• [WHAT IS REQUIRED] When you reach the line containing "middle dip: (183, 281)", stop after it; until then, copy each line of the listing exactly, starting with the first.

- - -

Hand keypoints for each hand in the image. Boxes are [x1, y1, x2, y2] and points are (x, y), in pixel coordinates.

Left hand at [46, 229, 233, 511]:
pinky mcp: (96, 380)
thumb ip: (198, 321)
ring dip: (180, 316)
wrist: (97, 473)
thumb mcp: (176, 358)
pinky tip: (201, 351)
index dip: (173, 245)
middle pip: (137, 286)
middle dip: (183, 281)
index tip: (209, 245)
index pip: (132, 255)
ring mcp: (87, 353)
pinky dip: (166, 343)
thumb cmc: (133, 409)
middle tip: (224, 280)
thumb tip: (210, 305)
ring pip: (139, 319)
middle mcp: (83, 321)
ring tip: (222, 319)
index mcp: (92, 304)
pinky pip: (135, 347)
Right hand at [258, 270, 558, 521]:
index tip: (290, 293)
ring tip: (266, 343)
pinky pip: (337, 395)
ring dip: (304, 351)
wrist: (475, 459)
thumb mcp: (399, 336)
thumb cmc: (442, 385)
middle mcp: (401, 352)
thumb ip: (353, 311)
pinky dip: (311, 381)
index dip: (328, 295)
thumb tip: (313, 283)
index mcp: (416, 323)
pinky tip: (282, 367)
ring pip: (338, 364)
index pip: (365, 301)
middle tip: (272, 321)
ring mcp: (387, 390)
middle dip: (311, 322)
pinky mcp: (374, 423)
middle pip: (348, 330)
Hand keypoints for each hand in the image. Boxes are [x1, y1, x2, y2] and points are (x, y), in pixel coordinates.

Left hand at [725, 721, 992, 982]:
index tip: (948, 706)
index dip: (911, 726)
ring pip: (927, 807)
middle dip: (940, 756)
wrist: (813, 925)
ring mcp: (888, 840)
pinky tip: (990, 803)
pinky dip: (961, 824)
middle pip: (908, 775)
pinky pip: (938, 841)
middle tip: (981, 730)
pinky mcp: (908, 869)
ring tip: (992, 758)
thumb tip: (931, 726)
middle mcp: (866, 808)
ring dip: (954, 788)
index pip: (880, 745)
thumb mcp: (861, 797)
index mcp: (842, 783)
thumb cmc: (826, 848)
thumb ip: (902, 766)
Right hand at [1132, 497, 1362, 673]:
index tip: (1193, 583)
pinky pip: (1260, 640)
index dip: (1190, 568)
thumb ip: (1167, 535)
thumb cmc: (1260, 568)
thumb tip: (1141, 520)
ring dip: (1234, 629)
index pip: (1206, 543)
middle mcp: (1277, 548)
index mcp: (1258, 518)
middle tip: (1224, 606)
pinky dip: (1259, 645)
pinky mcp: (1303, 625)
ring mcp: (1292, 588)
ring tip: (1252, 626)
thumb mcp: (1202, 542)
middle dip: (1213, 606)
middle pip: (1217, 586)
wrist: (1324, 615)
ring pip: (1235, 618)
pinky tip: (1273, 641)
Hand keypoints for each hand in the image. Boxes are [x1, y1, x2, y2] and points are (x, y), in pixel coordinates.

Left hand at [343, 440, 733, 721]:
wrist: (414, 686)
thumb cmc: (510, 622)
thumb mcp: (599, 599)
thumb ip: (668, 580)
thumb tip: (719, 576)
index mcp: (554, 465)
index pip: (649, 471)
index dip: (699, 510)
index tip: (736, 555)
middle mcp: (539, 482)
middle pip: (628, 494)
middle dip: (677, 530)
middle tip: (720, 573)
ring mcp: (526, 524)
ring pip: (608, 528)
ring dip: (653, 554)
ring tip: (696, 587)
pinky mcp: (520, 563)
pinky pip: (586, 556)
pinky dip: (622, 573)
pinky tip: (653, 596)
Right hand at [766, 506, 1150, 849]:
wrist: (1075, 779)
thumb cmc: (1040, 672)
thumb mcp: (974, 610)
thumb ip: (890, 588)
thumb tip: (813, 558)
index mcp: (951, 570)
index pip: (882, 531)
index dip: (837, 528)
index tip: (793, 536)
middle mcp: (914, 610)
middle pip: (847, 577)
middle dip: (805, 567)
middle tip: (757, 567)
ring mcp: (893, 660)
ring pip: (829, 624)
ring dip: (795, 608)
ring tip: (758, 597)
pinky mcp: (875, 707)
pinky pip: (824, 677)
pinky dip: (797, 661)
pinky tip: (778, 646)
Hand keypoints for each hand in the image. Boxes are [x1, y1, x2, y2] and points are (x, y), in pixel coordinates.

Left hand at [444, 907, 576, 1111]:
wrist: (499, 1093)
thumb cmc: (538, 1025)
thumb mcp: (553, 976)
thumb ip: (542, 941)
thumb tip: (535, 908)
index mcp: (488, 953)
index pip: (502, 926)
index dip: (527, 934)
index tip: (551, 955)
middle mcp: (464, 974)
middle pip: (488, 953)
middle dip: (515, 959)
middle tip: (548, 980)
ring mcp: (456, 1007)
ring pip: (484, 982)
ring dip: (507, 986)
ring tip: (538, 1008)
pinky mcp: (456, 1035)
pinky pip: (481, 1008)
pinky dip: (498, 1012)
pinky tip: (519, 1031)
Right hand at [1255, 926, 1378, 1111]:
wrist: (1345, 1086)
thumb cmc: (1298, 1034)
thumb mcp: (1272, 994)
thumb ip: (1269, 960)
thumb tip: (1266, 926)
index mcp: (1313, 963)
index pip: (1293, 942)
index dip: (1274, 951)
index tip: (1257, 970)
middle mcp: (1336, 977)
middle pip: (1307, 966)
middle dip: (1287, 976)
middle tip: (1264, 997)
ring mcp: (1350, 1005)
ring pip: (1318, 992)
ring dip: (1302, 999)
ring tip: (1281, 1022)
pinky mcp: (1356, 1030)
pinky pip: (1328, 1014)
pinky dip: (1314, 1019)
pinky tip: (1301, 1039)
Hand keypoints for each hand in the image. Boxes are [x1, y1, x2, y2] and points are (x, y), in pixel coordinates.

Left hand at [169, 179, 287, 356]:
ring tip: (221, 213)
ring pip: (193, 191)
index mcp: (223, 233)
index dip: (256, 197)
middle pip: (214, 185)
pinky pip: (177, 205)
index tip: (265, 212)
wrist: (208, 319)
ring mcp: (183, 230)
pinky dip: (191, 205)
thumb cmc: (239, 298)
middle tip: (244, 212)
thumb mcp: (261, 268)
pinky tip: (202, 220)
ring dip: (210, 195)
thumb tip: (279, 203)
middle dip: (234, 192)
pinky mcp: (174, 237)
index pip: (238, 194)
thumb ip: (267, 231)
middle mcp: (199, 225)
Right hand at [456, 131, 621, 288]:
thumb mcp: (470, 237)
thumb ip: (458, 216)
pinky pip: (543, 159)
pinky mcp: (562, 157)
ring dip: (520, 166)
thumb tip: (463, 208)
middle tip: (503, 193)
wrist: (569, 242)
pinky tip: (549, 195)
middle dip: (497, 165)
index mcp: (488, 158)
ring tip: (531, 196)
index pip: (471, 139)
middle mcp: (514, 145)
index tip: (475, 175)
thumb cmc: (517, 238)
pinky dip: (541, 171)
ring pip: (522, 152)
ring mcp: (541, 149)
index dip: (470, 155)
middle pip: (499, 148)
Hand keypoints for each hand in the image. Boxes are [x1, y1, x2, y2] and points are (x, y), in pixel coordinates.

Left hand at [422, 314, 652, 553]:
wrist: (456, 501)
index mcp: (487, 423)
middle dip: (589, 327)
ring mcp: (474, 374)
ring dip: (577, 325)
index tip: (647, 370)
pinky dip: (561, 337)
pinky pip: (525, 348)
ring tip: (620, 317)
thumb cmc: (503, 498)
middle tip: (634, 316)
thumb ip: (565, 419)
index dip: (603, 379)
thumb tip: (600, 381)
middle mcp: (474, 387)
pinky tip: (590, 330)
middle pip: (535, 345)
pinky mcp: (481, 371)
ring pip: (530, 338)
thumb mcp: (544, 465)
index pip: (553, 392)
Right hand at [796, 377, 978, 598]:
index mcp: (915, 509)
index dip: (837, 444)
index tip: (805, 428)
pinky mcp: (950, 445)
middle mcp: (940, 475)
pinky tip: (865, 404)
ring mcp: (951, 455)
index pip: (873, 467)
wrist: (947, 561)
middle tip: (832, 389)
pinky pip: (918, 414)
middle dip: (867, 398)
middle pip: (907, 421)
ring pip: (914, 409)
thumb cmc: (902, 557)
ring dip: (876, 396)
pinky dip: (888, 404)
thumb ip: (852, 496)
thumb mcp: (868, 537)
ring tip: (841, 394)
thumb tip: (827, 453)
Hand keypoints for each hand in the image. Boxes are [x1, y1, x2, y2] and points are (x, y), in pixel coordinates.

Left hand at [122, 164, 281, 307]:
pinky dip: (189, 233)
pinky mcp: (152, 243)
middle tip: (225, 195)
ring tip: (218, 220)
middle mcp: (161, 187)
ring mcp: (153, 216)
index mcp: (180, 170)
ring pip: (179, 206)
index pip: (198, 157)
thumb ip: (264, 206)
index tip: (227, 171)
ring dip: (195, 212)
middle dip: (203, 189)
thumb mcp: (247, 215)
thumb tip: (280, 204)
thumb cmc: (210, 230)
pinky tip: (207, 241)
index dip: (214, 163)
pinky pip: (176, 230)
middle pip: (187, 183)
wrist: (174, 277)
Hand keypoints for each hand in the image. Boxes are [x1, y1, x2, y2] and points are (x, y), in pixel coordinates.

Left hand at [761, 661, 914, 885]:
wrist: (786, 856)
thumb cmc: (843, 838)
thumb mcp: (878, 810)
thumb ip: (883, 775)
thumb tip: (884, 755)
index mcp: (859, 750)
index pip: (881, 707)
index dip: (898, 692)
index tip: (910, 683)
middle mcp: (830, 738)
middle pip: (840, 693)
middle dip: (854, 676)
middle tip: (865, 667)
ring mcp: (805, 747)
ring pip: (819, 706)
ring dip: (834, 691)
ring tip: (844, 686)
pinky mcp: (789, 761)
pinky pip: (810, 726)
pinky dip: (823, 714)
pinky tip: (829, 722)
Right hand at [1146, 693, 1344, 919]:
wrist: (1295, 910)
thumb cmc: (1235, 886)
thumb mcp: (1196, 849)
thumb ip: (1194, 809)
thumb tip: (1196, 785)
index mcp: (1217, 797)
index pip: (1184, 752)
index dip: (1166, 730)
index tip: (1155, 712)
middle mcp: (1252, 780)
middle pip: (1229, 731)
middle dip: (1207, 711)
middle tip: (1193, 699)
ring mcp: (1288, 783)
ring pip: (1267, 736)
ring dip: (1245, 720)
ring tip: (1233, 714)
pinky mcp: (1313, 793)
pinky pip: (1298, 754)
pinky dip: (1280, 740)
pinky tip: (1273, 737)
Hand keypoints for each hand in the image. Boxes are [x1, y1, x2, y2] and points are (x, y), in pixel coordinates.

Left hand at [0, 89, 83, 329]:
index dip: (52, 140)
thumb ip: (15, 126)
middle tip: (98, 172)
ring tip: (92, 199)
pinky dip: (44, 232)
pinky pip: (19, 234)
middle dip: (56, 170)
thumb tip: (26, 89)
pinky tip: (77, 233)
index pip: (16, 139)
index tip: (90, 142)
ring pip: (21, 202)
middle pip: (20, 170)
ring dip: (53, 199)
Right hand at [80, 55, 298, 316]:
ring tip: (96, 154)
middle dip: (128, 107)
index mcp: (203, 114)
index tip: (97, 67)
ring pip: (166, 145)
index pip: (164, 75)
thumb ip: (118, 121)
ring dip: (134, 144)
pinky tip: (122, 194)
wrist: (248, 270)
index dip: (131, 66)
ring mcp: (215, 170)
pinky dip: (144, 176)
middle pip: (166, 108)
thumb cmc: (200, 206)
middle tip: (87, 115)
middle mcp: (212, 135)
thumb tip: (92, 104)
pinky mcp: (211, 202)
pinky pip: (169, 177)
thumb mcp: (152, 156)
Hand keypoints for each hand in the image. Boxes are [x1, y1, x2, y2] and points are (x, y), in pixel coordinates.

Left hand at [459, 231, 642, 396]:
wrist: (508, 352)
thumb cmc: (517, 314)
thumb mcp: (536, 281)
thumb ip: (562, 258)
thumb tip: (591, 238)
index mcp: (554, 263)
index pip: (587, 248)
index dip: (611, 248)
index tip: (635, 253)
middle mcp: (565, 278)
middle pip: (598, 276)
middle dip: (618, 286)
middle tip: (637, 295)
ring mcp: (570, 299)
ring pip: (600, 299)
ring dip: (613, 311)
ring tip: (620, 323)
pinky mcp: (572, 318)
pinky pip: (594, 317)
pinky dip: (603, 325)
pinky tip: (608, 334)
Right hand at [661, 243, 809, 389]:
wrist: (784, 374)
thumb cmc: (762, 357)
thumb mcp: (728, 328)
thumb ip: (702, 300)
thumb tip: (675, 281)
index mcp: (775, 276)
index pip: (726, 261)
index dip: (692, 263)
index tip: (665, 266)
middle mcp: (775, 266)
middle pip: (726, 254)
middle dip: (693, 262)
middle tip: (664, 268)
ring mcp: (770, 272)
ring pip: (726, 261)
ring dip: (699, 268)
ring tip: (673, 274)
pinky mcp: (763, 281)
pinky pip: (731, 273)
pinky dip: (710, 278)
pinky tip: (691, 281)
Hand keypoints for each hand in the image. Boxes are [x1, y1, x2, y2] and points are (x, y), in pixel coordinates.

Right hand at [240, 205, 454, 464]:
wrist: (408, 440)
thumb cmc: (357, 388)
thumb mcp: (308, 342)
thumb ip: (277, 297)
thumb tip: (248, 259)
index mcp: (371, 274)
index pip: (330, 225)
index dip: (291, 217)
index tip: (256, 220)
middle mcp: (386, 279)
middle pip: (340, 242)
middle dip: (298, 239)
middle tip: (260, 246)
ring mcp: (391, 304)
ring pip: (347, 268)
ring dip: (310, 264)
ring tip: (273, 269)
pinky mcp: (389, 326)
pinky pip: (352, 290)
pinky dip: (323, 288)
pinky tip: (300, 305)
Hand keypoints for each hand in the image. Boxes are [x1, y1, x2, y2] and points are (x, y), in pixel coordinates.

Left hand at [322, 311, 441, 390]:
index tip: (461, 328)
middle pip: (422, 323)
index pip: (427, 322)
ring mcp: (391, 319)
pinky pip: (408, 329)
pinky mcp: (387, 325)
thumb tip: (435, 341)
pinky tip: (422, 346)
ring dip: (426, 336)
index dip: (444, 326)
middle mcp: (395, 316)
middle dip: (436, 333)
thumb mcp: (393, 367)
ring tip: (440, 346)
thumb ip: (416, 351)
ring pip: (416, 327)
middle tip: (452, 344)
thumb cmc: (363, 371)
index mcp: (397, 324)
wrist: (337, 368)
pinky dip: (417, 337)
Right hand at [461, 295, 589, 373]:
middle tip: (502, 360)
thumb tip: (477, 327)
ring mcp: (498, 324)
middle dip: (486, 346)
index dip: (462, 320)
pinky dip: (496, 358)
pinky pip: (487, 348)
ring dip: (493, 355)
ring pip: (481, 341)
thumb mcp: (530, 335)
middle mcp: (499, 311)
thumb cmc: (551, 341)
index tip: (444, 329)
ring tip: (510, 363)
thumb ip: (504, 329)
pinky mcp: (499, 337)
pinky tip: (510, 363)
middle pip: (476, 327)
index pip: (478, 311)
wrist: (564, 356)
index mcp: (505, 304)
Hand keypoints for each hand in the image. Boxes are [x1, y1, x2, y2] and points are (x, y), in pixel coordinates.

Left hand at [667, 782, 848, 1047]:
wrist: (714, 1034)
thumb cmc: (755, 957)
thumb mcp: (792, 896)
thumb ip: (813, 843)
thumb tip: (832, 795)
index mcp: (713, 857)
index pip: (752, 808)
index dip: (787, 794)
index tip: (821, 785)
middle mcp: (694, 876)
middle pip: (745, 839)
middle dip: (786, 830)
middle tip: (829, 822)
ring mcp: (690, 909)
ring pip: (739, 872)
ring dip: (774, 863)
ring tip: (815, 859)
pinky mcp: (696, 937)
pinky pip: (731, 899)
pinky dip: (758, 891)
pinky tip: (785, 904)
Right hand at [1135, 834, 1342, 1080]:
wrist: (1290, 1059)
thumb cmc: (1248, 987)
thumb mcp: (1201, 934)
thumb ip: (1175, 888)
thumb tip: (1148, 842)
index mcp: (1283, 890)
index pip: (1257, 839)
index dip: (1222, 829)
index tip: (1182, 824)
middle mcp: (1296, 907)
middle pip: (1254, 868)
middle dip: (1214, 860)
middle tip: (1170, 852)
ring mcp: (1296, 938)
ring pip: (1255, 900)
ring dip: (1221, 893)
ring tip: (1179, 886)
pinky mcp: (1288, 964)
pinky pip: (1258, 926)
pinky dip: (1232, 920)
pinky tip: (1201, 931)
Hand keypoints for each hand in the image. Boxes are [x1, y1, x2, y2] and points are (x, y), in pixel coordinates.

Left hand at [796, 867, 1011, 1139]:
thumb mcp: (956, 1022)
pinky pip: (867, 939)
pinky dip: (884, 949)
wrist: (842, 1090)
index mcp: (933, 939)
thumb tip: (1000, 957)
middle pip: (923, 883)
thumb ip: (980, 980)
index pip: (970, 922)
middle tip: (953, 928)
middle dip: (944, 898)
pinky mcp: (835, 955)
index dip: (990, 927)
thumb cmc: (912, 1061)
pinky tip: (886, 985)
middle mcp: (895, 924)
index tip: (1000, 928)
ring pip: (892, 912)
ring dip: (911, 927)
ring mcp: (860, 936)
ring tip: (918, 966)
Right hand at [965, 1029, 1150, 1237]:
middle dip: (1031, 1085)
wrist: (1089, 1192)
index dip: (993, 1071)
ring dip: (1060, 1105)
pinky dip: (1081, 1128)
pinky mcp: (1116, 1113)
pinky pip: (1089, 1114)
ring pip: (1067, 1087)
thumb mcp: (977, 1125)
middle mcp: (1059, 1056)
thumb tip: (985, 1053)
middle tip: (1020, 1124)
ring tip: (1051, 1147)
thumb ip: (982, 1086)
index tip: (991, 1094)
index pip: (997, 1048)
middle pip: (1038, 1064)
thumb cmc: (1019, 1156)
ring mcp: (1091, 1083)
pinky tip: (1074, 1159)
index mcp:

- - -

• [SOLUTION]
Hand keypoints for each hand in the image. Boxes are [x1, y1, x2, y2] and points are (x, y), in pixel coordinates.

Left hand at [46, 229, 233, 511]:
pinky mcp: (96, 380)
thumb ip: (198, 321)
ring dip: (180, 316)
wrist: (97, 473)
thumb mcp: (176, 358)
pinky tip: (201, 351)
index dip: (173, 245)
middle pip: (137, 286)
middle dip: (183, 281)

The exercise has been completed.